The Conservative Party of the state of New York put on a 40th birthday celebration on Thursday that was a happy affair, complete with a freshly published history of the party by George Marlin -- "Fighting the Good Fight" -- but there were strains in the middle-aged lady of material political consequence. They had to do not only with the future of the party, but also with the future of George Pataki, who is governor of New York thanks to the crossover vote provided by the Conservatives in 1994.

The party has received major attention at its big affairs. Vice President George Bush was there at its 1984 party, and on Thursday, Vice President Dick Cheney was there, introduced by his illustrious wife, Lynne. It made for a nice opener when the vice president remarked that the year the Conservative Party was born, he was a student in Lincoln, Neb., courting his schoolmate, Lynne. "If she had married somebody else, he'd have been vice president today."

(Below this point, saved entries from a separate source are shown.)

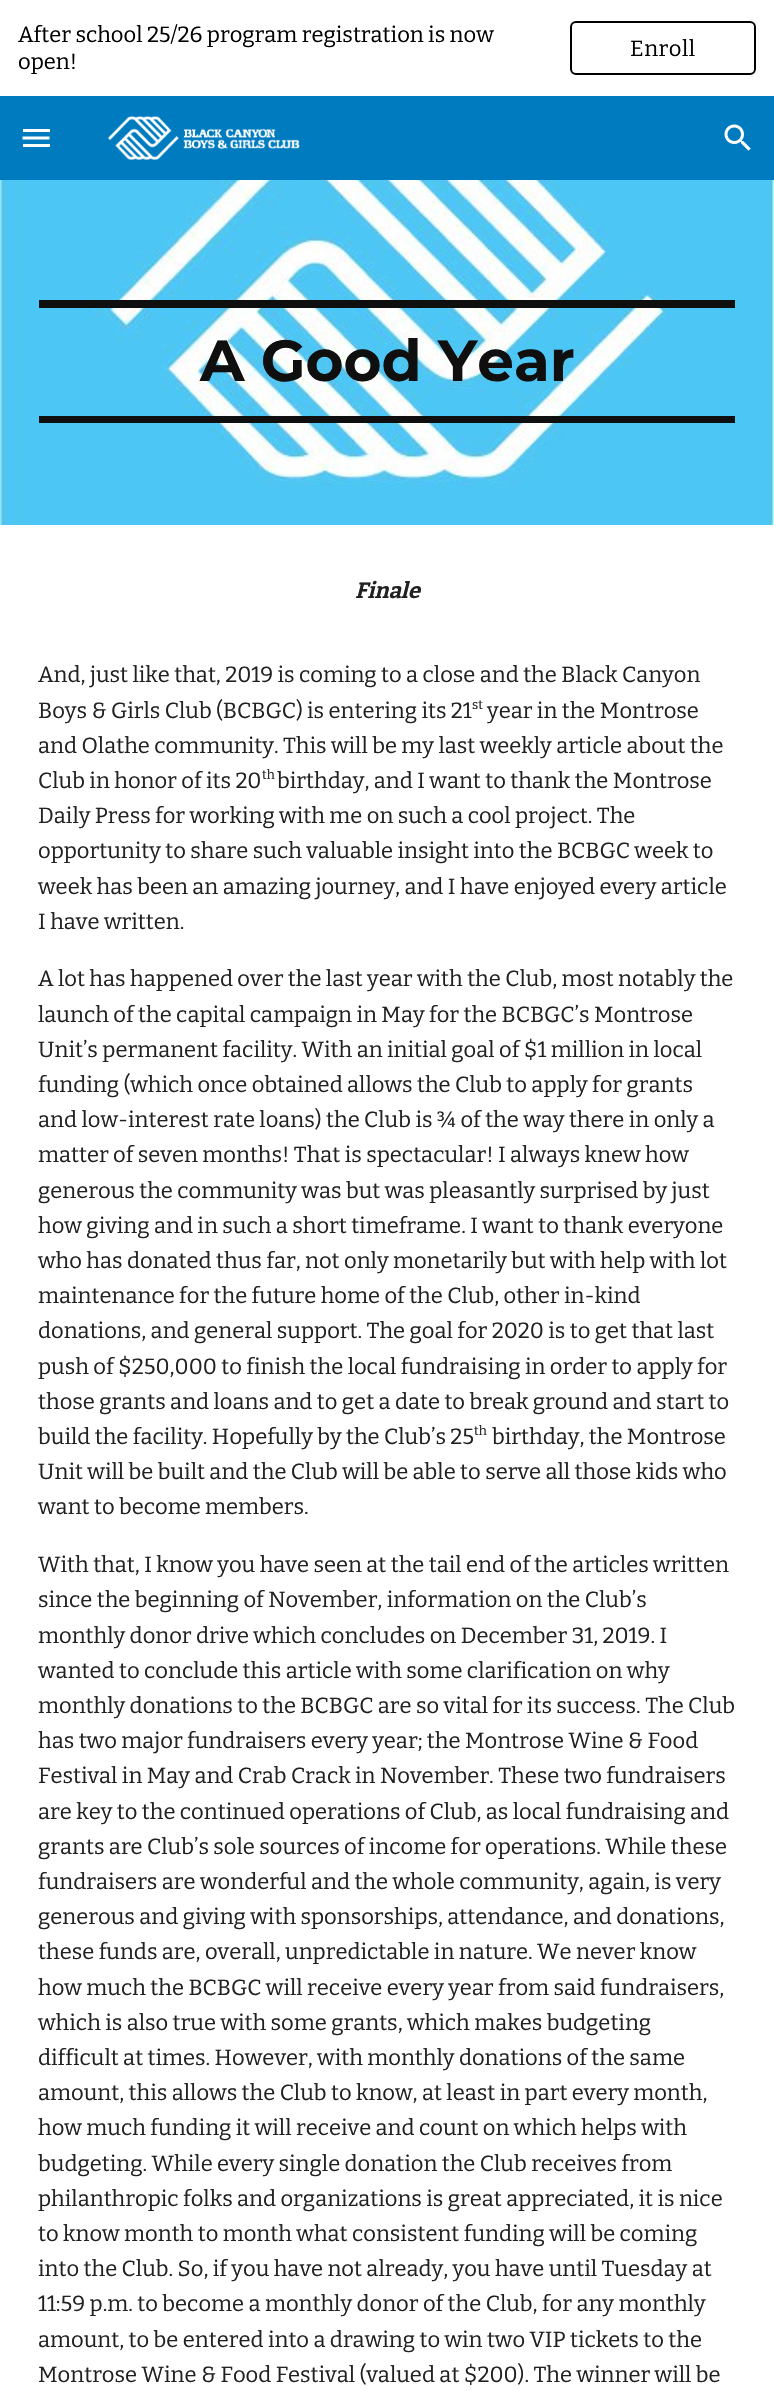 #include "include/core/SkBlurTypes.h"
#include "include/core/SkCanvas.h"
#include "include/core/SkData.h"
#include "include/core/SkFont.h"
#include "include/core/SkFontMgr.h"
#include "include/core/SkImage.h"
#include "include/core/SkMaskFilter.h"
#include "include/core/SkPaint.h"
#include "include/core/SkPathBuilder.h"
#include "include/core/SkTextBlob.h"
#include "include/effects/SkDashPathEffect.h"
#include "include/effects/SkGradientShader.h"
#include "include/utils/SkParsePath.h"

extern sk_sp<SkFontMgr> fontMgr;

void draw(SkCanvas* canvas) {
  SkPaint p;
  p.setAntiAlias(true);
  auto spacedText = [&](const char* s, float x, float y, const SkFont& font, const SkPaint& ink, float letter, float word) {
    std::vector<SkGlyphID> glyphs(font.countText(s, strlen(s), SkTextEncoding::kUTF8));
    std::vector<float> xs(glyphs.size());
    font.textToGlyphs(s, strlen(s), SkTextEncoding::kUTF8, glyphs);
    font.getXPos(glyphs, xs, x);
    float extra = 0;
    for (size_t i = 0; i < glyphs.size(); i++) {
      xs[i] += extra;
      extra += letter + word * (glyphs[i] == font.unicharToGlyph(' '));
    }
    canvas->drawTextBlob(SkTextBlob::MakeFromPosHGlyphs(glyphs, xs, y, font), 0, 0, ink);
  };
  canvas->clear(SK_ColorWHITE);
  p.setStyle(SkPaint::kStroke_Style);
  p.setStrokeWidth(2);
  p.setColor(SK_ColorBLACK);
  canvas->drawRoundRect(SkRect::MakeLTRB(571, 22, 755, 74), 5, 5, p);
  p.setStyle(SkPaint::kFill_Style);
  p.setColor(SkColorSetRGB(0, 123, 191));
  canvas->drawRect(SkRect::MakeLTRB(0, 96, 774, 180), p);
  canvas->drawImageRect(SkImages::DeferredFromEncodedData(SkData::MakeFromFileName("images/1.png")), SkRect::MakeLTRB(108, 116, 300, 161), SkSamplingOptions());
  canvas->drawImageRect(SkImages::DeferredFromEncodedData(SkData::MakeFromFileName("images/2.png")), SkRect::MakeLTRB(724, 124, 751, 151), SkSamplingOptions());
  p.setColor(SK_ColorWHITE);
  canvas->drawRect(SkRect::MakeLTRB(23, 129, 50, 132), p);
  p.setStyle(SkPaint::kStroke_Style);
  p.setStrokeWidth(3);
  canvas->drawPath(SkPathBuilder().moveTo(22.5f, 138).lineTo(49.5f, 138).detach(), p);
  p.setStyle(SkPaint::kFill_Style);
  canvas->drawRect(SkRect::MakeLTRB(23, 144, 50, 147), p);
  canvas->drawImageRect(SkImages::DeferredFromEncodedData(SkData::MakeFromFileName("images/3.png")), SkRect::MakeLTRB(0, 180, 774, 525), SkSamplingOptions());
  p.setColor(SkColorSetRGB(15, 15, 15));
  canvas->drawRect(SkRect::MakeLTRB(39, 300, 735, 308), p);
  canvas->drawRect(SkRect::MakeLTRB(39, 416, 735, 423), p);
  SkFont font1(fontMgr->matchFamilyStyle("Bitter", SkFontStyle::Normal()), 22);
  font1.setSubpixel(true);
  p.setColor(SK_ColorBLACK);
  canvas->drawString("After school 25/26 program registration is now", 18, 42, font1, p);
  canvas->drawString("open!", 18, 69, font1, p);
  spacedText("Enroll", 630, 56, font1, p, 0.5f, 0);
  SkFont font2(fontMgr->matchFamilyStyle("Montserrat", SkFontStyle::Bold()), 58);
  font2.setSubpixel(true);
  p.setColor(SkColorSetRGB(15, 15, 15));
  canvas->drawString("A Good Year", 200, 381, font2, p);
  SkFont font3(fontMgr->matchFamilyStyle("Bitter", SkFontStyle::BoldItalic()), 22);
  font3.setSubpixel(true);
  p.setColor(SkColorSetRGB(33, 33, 33));
  canvas->drawString("Finale", 355, 598, font3, p);
  canvas->drawString("And, just like that, 2019 is coming to a close and the Black Canyon", 38, 682, font1, p);
  canvas->drawString("Boys & Girls Club (BCBGC) is entering its 21", 38, 718, font1, p);
  SkFont font4(fontMgr->matchFamilyStyle("Bitter", SkFontStyle::Normal()), 13);
  font4.setSubpixel(true);
  canvas->drawString("st", 472, 709, font4, p);
  canvas->drawString("year in the Montrose", 487, 718, font1, p);
  canvas->drawString("and Olathe community. This will be my last weekly article about the", 38, 753, font1, p);
  canvas->drawString("Club in honor of its 20", 38, 788, font1, p);
  canvas->drawString("th", 262, 779, font4, p);
  canvas->drawString("birthday, and I want to thank the Montrose", 277, 788, font1, p);
  canvas->drawString("Daily Press for working with me on such a cool project. The", 38, 823, font1, p);
  canvas->drawString("opportunity to share such valuable insight into the BCBGC week to", 38, 858, font1, p);
  canvas->drawString("week has been an amazing journey, and I have enjoyed every article", 38, 894, font1, p);
  canvas->drawString("I have written.", 38, 929, font1, p);
  canvas->drawString("A lot has happened over the last year with the Club, most notably the", 38, 986, font1, p);
  canvas->drawString("launch of the capital campaign in May for the BCBGC’s Montrose", 38, 1022, font1, p);
  canvas->drawString("Unit’s permanent facility. With an initial goal of $1 million in local", 38, 1057, font1, p);
  canvas->drawString("funding (which once obtained allows the Club to apply for grants", 38, 1092, font1, p);
  canvas->drawString("and low-interest rate loans) the Club is ¾ of the way there in only a", 38, 1127, font1, p);
  canvas->drawString("matter of seven months! That is spectacular! I always knew how", 38, 1162, font1, p);
  canvas->drawString("generous the community was but was pleasantly surprised by just", 38, 1198, font1, p);
  canvas->drawString("how giving and in such a short timeframe. I want to thank everyone", 38, 1233, font1, p);
  canvas->drawString("who has donated thus far, not only monetarily but with help with lot", 38, 1268, font1, p);
  canvas->drawString("maintenance for the future home of the Club, other in-kind", 38, 1303, font1, p);
  canvas->drawString("donations, and general support. The goal for 2020 is to get that last", 38, 1338, font1, p);
  canvas->drawString("push of $250,000 to finish the local fundraising in order to apply for", 38, 1374, font1, p);
  canvas->drawString("those grants and loans and to get a date to break ground and start to", 38, 1409, font1, p);
  canvas->drawString("build the facility. Hopefully by the Club’s 25", 38, 1444, font1, p);
  canvas->drawString("th", 474, 1435, font4, p);
  canvas->drawString("birthday, the Montrose", 492, 1444, font1, p);
  canvas->drawString("Unit will be built and the Club will be able to serve all those kids who", 38, 1479, font1, p);
  canvas->drawString("want to become members.", 38, 1514, font1, p);
  canvas->drawString("With that, I know you have seen at the tail end of the articles written", 38, 1572, font1, p);
  canvas->drawString("since the beginning of November, information on the Club’s", 38, 1607, font1, p);
  canvas->drawString("monthly donor drive which concludes on December 31, 2019. I", 38, 1643, font1, p);
  canvas->drawString("wanted to conclude this article with some clarification on why", 38, 1678, font1, p);
  canvas->drawString("monthly donations to the BCBGC are so vital for its success. The Club", 38, 1713, font1, p);
  canvas->drawString("has two major fundraisers every year; the Montrose Wine & Food", 38, 1748, font1, p);
  canvas->drawString("Festival in May and Crab Crack in November. These two fundraisers", 38, 1783, font1, p);
  canvas->drawString("are key to the continued operations of Club, as local fundraising and", 38, 1819, font1, p);
  canvas->drawString("grants are Club’s sole sources of income for operations. While these", 38, 1854, font1, p);
  canvas->drawString("fundraisers are wonderful and the whole community, again, is very", 38, 1889, font1, p);
  canvas->drawString("generous and giving with sponsorships, attendance, and donations,", 38, 1924, font1, p);
  canvas->drawString("these funds are, overall, unpredictable in nature. We never know", 38, 1959, font1, p);
  canvas->drawString("how much the BCBGC will receive every year from said fundraisers,", 38, 1995, font1, p);
  canvas->drawString("which is also true with some grants, which makes budgeting", 38, 2030, font1, p);
  canvas->drawString("difficult at times. However, with monthly donations of the same", 38, 2065, font1, p);
  canvas->drawString("amount, this allows the Club to know, at least in part every month,", 38, 2100, font1, p);
  canvas->drawString("how much funding it will receive and count on which helps with", 38, 2135, font1, p);
  canvas->drawString("budgeting. While every single donation the Club receives from", 38, 2171, font1, p);
  canvas->drawString("philanthropic folks and organizations is great appreciated, it is nice", 38, 2206, font1, p);
  canvas->drawString("to know month to month what consistent funding will be coming", 38, 2241, font1, p);
  canvas->drawString("into the Club. So, if you have not already, you have until Tuesday at", 38, 2276, font1, p);
  canvas->drawString("11:59 p.m. to become a monthly donor of the Club, for any monthly", 38, 2311, font1, p);
  canvas->drawString("amount, to be entered into a drawing to win two VIP tickets to the", 38, 2347, font1, p);
  canvas->drawString("Montrose Wine & Food Festival (valued at $200). The winner will be", 38, 2382, font1, p);
}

The program rollicked along, with no less than 36 honorees seated on the twin-decked dais, including fallen senators Alfonse D'Amato and James Buckley. George Pataki was the third speaker. In between, as second speaker, was the other Buckley, occupant of this space and Conservative candidate for mayor of New York in 1965.

The underlying question at the party was whether the leadership, under the amiable dirigiste hand of Michael Long, its chairman, had taken too many ideological shortcuts in agreeing to nominate Pataki for a third term notwithstanding Pataki's courtship of liberal support. State debt has soared under Governor Pataki; he has courted organized labor with extreme largesse, and on social issues he has been obsequiously accommodating. Buckley quoted the editorial in National Review that wonders "whether the only abortion law Governor Pataki would oppose would be one that threatened the rights of gays and lesbians."

There had been some talk of a challenge to Mr. Pataki by an enrolled Conservative, but the apparent challenger faded away before the dinner. The party heard then from Thomas Golisano, petitioning for a fight for the nomination. Golisano is a wealthy entrepreneur from Rochester who ran for governor twice before on the Independent line, a legacy of Ross Perot. He spent $10 million in 1998 and nosed out the Conservative line, occupying Row C.